Max the Champion by Sean Stockdale and Alexandra Strick, illustrated by Ros Asquith is truly and joyfully inclusive. I love it for being a fun story that children will really be able to identify with. On top of that, it is filled to the brim with inclusive images.
Max is a little boy who is mad about sport. He thinks about sport all day, everyday. As he goes through his daily activities his imagination takes over and he becomes a sporting superstar. Every element of his day is transformed in his mind into a major sporting event. Handwriting practice becomes a javelin tournament with giant pens, diving into his cereal becomes diving into a swimming pool. He dreams of becoming a world class athlete and a fun sports tournament with another school is the perfect place for him to start.
Sports-mad children will love identifying with Max’s passion. All children will laugh as Max confuses a bowl of fruit with a bowl of balls during art class. And, importantly, all children will be able to see themselves in this book. Because this is the first ever children’s book to include so many images of disability and inclusion. This isn’t your usual token child in a wheelchair. The writers and illustrator have thought carefully about every area of life and have included images of tactile paving, makaton signs on the classroom wall, a child with cherubism, someone with an oxygen tube, Max’s hearing aid and inhaler.
The beauty of this book is that the story is fun and positive and the inclusive images feel natural, not forced. No other book has achieved this with so many children able to see themselves in the same book. A sad fact, but a wonderful achievement by the authors, illustrator, and publisher; Frances Lincoln. Hurrah to them!
Max the Champion belongs in every classroom and school library. Government statistics suggest that every child will come into contact with a range of different special educational needs in their classroom. 1 in 20 children in the UK are disabled and 1 in 5 children in a typical British classroom will have some form of special educational needs. And yet there are still so few books that show these children and allow them to see themselves. Every child deserves the right to see themselves and a true reflection of their community in their books. And that is why this copy of Max the Champion is heading to a school library where it can be enjoyed by every child.

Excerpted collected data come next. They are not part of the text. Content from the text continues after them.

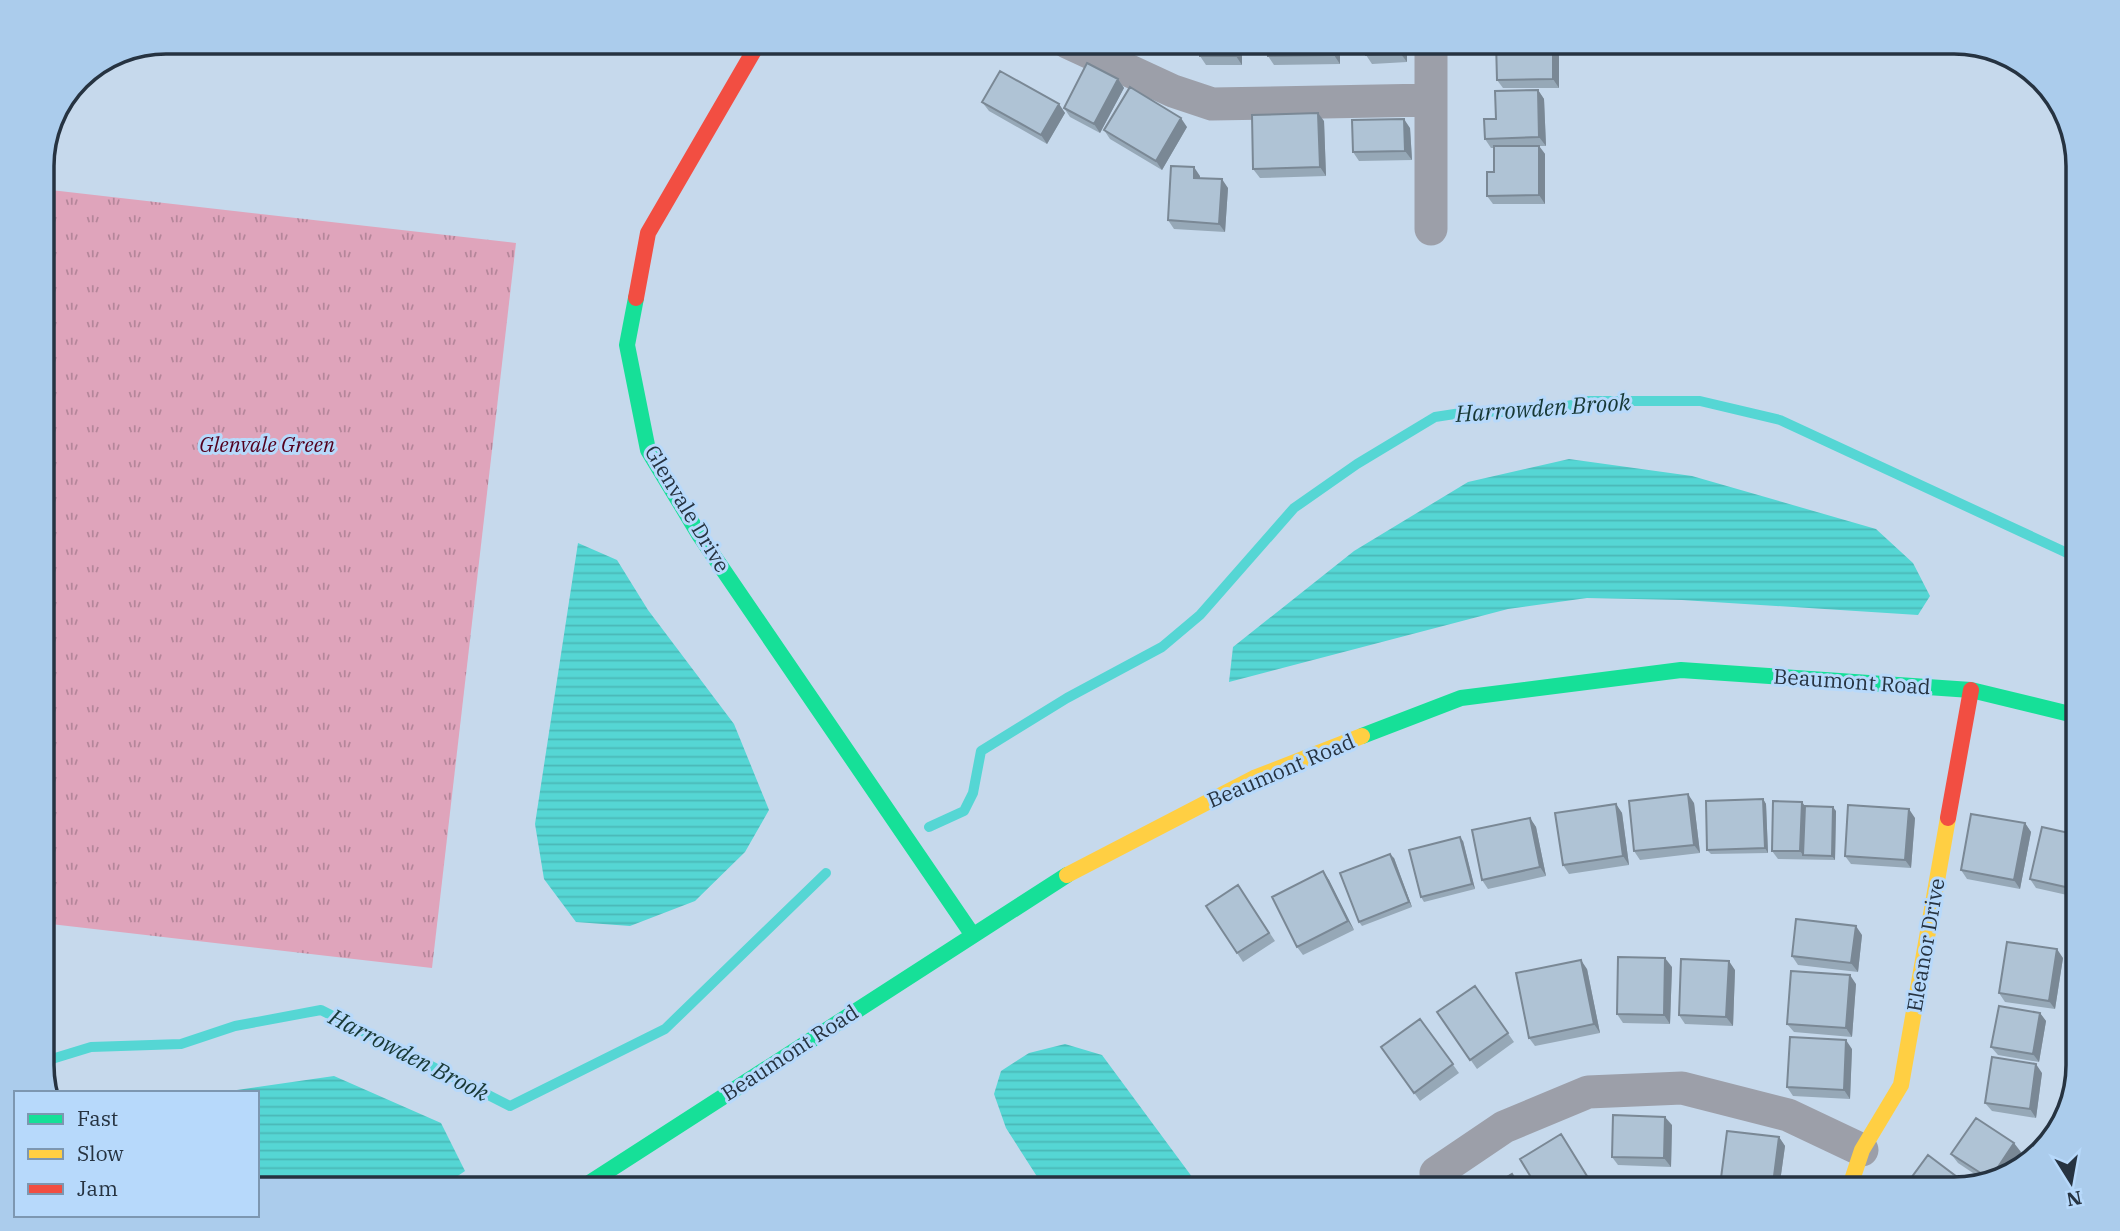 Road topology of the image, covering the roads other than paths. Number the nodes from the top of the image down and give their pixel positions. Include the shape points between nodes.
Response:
1 (752, 54) edge
2 (1094, 54) edge
3 (1431, 54) edge
4 (1431, 100) junction
5 (1431, 229) dead end
6 (1971, 690) junction
7 (2066, 713) edge
8 (972, 934) junction
9 (1862, 1150) junction
10 (1436, 1173) dead end
11 (598, 1177) edge
12 (1853, 1177) edge

1 - 8 street, Glenvale Drive via 648,233 627,345 648,450 700,536
2 - 4 street via 1212,104
3 - 4 street
4 - 5 street
6 - 7 street, Beaumont Road
6 - 8 street, Beaumont Road via 1681,670 1461,698 1254,778 1071,872
6 - 9 street, Eleanor Drive via 1901,1085
8 - 11 street, Beaumont Road
9 - 10 street via 1788,1115 1682,1088 1588,1092 1504,1127
9 - 12 street, Eleanor Drive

Fancy buying a copy for you or your school library? Of course you do! The lovely Letterbox Library can help with that here.
As a side note, The Little Rebels Children’s Book Award is now accepting nominations and I certainly wouldn’t be surprised to see this on the short list. The Award website says:
‘For the purposes of this award, a ‘radical fiction’ book is defined as a story which-
*is informed by any of the following: anti-discriminatory, environmental, socialist, anarchist, feminist concerns
*promotes social equality or challenges stereotypes and/or the status quo or builds children’s awareness of issues in society
*promotes social justice and a more peaceful and fairer world.’
Tick, tick, tick! Although this book is certainly an inclusive book rather than a radical book, it certainly fits the requirements for the award in my mind. Watch this space!